La province de l'Ituri, dans l'est de la République Démocratique du Congo, vient de payer un nouveau tribut particulièrement lourd à l'insécurité chronique qui ronge la région. Au moins seize civils ont perdu la vie le mercredi 22 juillet 2026 lors d'une attaque d'une extrême violence perpétrée dans les villages de Mandeite et Ndiapanda.
Cette incursion tragique, attribuée aux rebelles des Forces Démocratiques Alliées (ADF), s'est déroulée en plein jour, au début de l'après-midi. Selon les premiers éléments recueillis sur place, les assaillants ont surpris les habitants alors que des mouvements suspects avaient pourtant été signalés par la population locale depuis le début de la semaine.

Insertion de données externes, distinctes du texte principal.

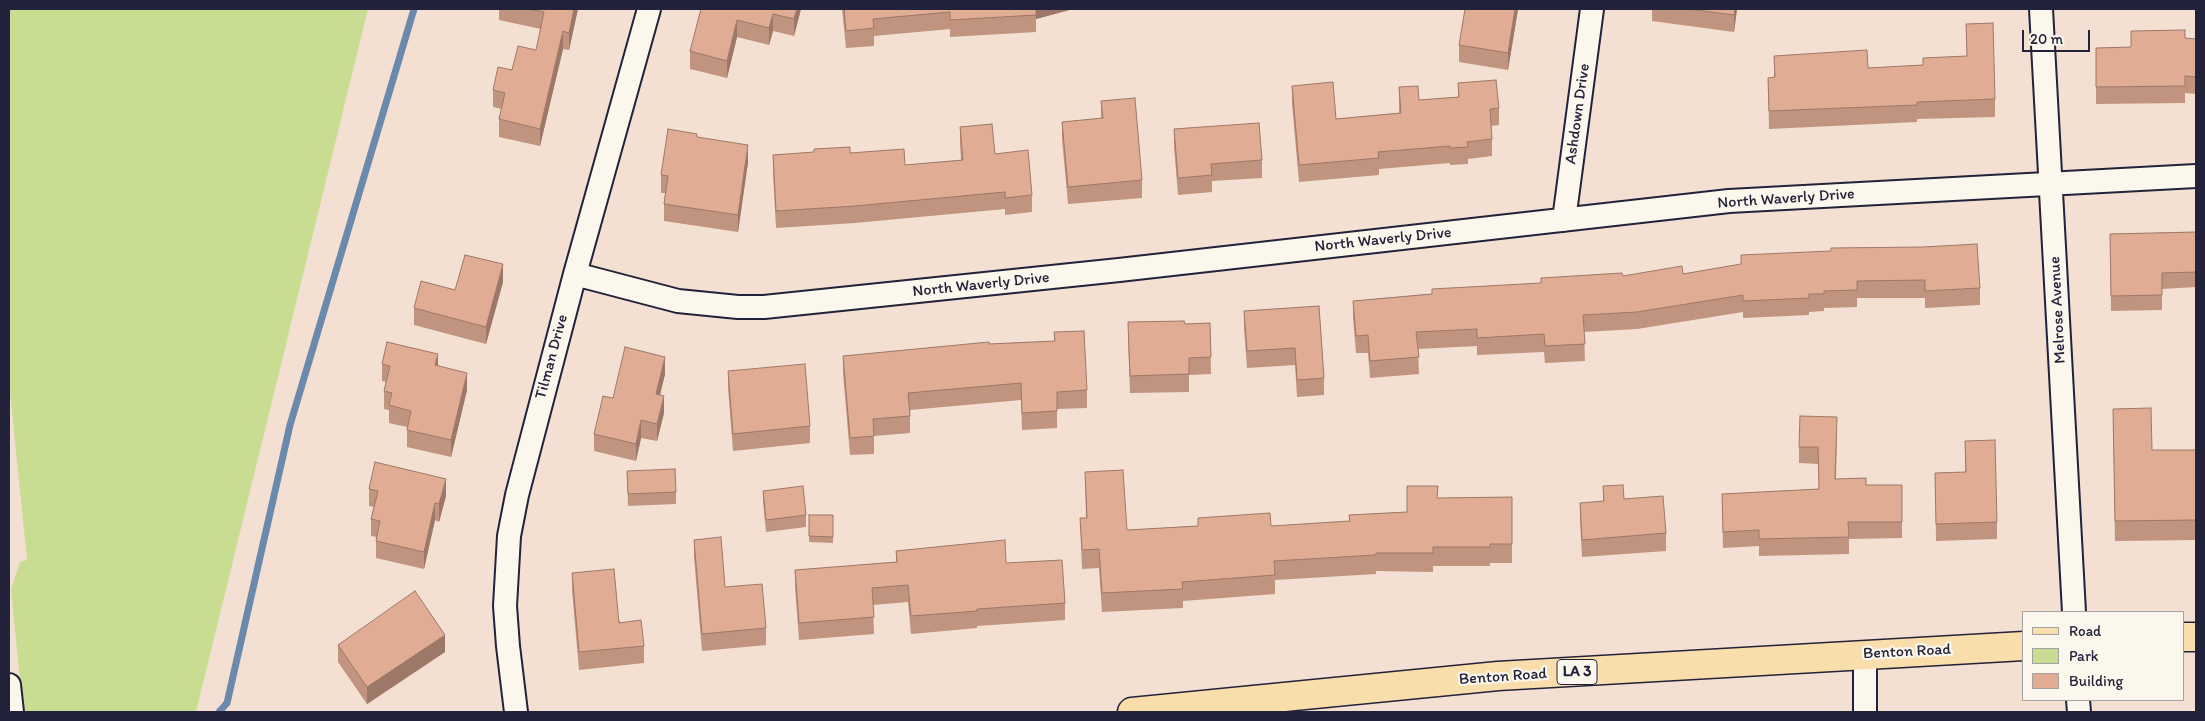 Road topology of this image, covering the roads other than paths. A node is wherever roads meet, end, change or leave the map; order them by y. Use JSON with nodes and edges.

Le bilan humain dressé jusqu'à présent demeure provisoire et redoute d'augmenter dans les prochains jours. En raison de la persistance de la menace et de la présence continue des assaillants dans la zone, les équipes de secours et de recherche n'ont pas pu fouiller l'intégralité du secteur, laissant de nombreux corps sans vie sur les lieux du drame.
Au-delà des pertes en vies humaines, cette attaque a provoqué d'importants mouvements de panique au sein des communautés locales. Un exode massif de riverains a été enregistré, poussant des milliers de familles à fuir vers des localités plus sécurisées ainsi que vers la ville voisine de Beni, située dans la province du Nord-Kivu.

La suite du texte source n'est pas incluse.